§ **DATASET EXCERPTS**
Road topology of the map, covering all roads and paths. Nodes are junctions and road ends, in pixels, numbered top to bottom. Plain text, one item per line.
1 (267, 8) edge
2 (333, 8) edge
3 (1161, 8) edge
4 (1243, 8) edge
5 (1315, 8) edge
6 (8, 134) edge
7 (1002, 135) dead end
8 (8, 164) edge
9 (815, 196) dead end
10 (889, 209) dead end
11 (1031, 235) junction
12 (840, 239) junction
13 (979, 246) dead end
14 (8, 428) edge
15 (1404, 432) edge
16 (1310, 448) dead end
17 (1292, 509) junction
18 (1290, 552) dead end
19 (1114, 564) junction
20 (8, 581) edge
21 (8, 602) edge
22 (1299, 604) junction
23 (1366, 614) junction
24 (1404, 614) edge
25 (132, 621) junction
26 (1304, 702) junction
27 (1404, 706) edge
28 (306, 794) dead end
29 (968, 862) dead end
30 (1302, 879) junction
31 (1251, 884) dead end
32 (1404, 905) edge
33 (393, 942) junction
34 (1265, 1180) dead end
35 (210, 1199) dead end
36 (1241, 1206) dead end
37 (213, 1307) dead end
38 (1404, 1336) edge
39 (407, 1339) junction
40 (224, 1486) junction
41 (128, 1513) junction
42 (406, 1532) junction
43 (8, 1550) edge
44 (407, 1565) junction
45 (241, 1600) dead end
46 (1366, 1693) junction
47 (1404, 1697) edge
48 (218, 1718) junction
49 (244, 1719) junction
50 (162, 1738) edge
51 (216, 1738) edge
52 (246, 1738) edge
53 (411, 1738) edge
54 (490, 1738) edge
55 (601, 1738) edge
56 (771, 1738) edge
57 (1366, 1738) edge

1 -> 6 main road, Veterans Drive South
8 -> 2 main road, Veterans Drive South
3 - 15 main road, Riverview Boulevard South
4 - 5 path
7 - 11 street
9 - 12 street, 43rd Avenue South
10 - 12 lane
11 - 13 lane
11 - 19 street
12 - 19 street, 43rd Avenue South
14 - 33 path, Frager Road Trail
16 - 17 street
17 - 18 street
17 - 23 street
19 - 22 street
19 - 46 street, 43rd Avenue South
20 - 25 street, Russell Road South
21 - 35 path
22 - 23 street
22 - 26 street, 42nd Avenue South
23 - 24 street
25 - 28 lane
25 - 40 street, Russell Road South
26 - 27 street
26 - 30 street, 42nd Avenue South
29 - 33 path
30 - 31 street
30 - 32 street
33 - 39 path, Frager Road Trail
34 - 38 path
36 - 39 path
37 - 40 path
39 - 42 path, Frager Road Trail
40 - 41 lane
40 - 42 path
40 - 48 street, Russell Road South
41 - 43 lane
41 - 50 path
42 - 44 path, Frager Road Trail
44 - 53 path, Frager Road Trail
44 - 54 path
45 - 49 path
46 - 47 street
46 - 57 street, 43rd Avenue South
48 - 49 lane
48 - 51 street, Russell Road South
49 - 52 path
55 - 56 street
--
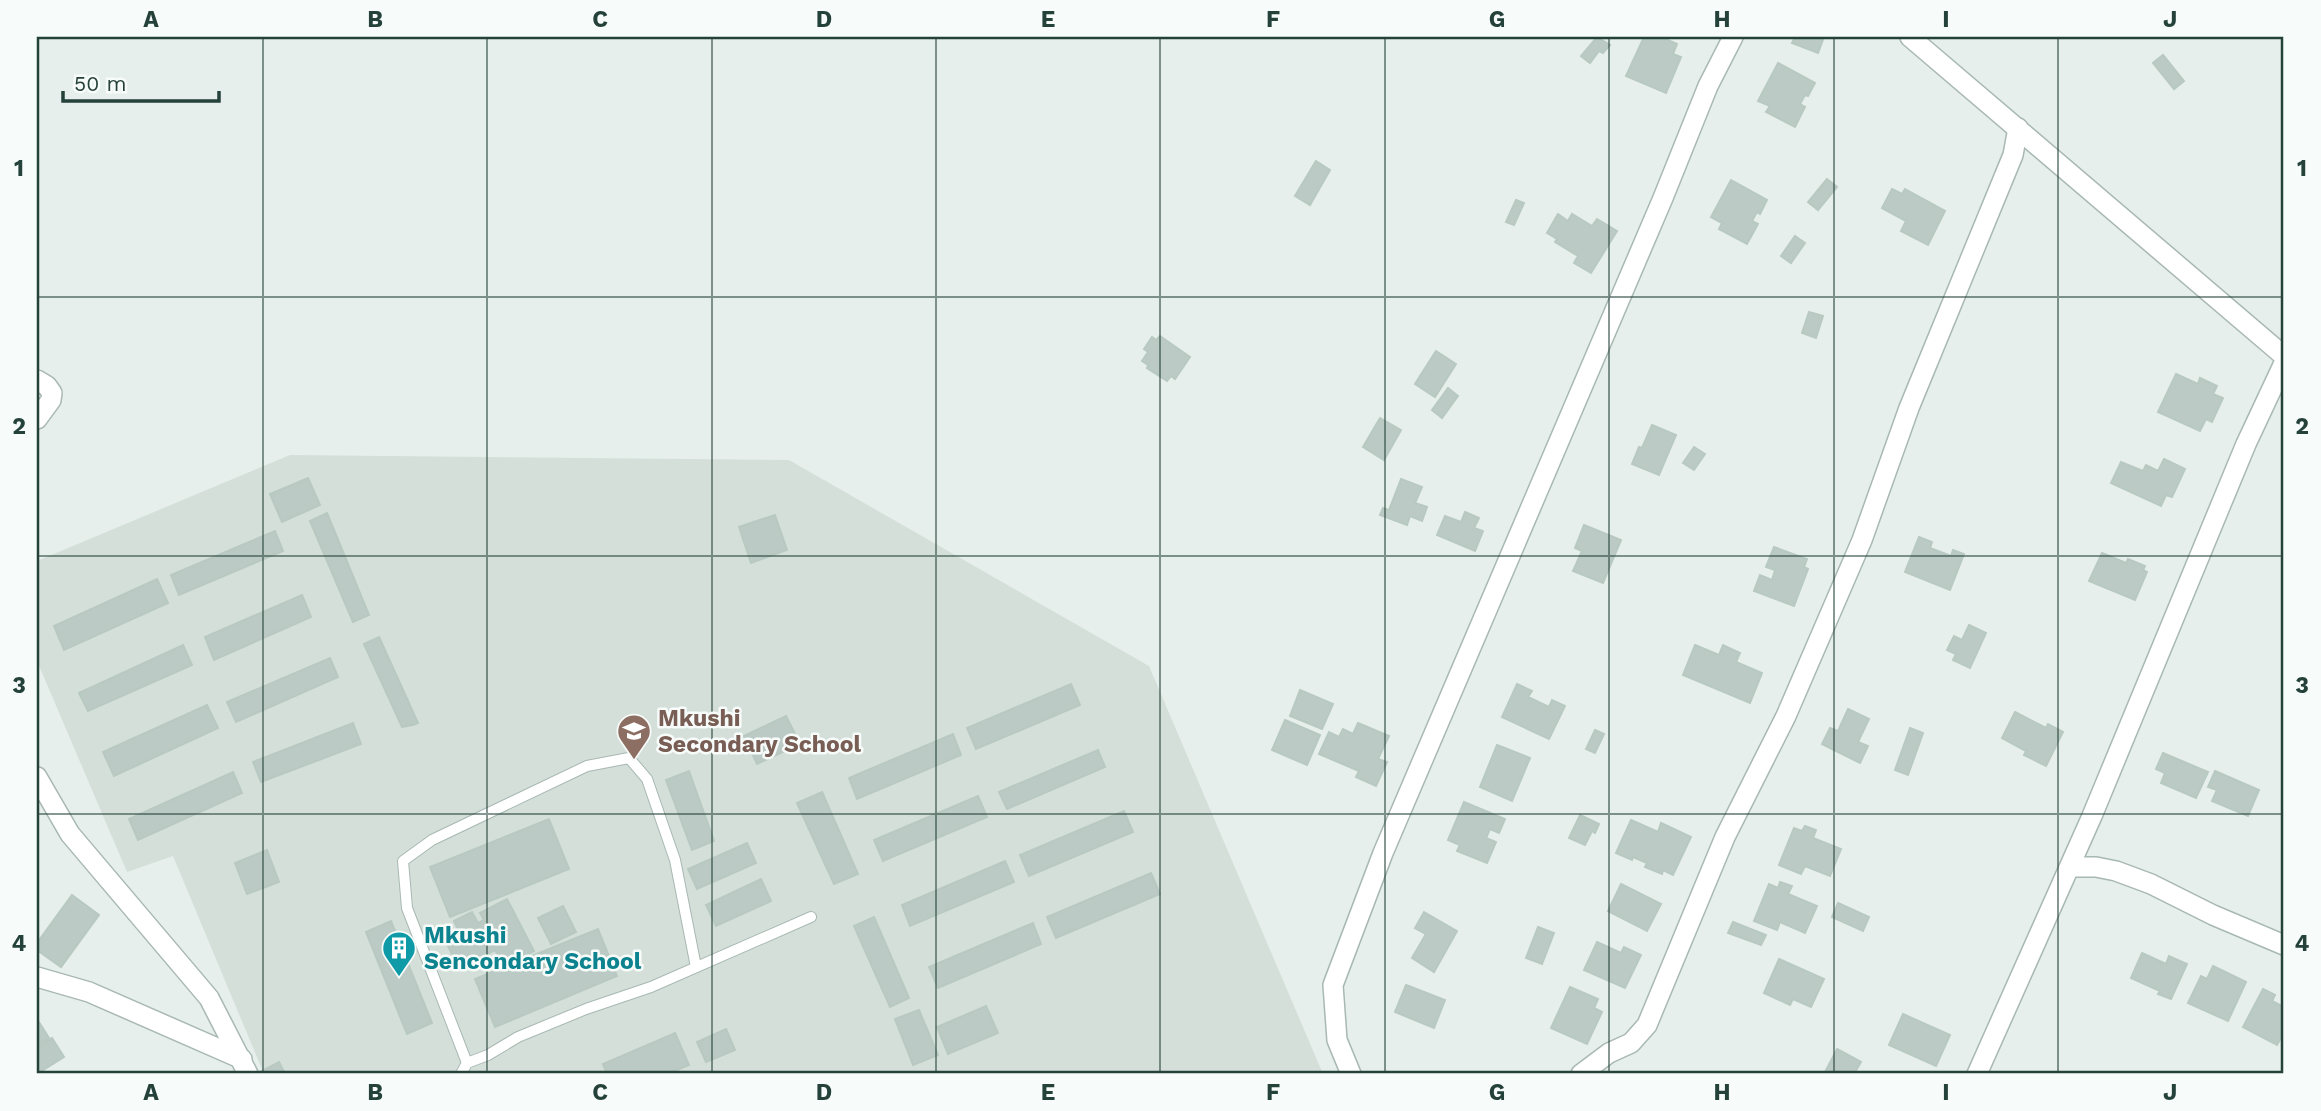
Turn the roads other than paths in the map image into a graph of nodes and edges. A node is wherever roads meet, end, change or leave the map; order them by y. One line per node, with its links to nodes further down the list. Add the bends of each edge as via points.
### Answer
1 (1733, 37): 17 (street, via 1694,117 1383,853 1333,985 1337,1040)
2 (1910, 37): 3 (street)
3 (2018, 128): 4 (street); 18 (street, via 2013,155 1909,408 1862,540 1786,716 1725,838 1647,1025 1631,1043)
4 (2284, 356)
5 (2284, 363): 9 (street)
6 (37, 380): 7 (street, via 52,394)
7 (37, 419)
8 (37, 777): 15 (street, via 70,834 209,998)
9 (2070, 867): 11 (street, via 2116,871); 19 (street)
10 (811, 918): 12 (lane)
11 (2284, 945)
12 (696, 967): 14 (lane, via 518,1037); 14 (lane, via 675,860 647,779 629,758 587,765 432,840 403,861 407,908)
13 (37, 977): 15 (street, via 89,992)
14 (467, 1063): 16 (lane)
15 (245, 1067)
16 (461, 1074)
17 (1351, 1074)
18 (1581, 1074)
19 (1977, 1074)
...
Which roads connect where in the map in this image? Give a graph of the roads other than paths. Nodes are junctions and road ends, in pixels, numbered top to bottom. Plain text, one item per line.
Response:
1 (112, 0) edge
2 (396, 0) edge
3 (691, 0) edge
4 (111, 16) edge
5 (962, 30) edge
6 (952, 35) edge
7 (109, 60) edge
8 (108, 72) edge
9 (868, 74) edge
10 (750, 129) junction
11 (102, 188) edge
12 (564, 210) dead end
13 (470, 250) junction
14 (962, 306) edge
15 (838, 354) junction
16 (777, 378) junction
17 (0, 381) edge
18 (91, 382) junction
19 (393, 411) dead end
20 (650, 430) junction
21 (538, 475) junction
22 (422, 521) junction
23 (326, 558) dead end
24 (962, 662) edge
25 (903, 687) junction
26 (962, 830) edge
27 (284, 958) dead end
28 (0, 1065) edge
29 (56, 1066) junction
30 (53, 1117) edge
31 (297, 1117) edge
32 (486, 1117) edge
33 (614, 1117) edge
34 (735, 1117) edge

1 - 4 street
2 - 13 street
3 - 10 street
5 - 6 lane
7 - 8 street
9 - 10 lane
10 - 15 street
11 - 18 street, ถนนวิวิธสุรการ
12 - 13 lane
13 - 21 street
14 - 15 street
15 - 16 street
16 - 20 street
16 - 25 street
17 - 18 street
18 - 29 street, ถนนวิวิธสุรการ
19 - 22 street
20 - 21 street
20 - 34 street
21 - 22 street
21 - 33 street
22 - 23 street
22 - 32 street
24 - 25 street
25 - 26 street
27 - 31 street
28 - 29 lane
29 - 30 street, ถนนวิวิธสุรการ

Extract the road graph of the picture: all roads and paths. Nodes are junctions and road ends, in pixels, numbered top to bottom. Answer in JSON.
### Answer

§ **EXERCISE AIM**
Pull out every line in the material above where "than" occurs.

§ **ANSWER SECTION**
Turn the roads other than paths in the map image into a graph of nodes and edges. A node is wherever roads meet, end, change or leave the map; order them by y. One line per node, with its links to nodes further down the list. Add the bends of each edge as via points.
Which roads connect where in the map in this image? Give a graph of the roads other than paths. Nodes are junctions and road ends, in pixels, numbered top to bottom. Plain text, one item per line.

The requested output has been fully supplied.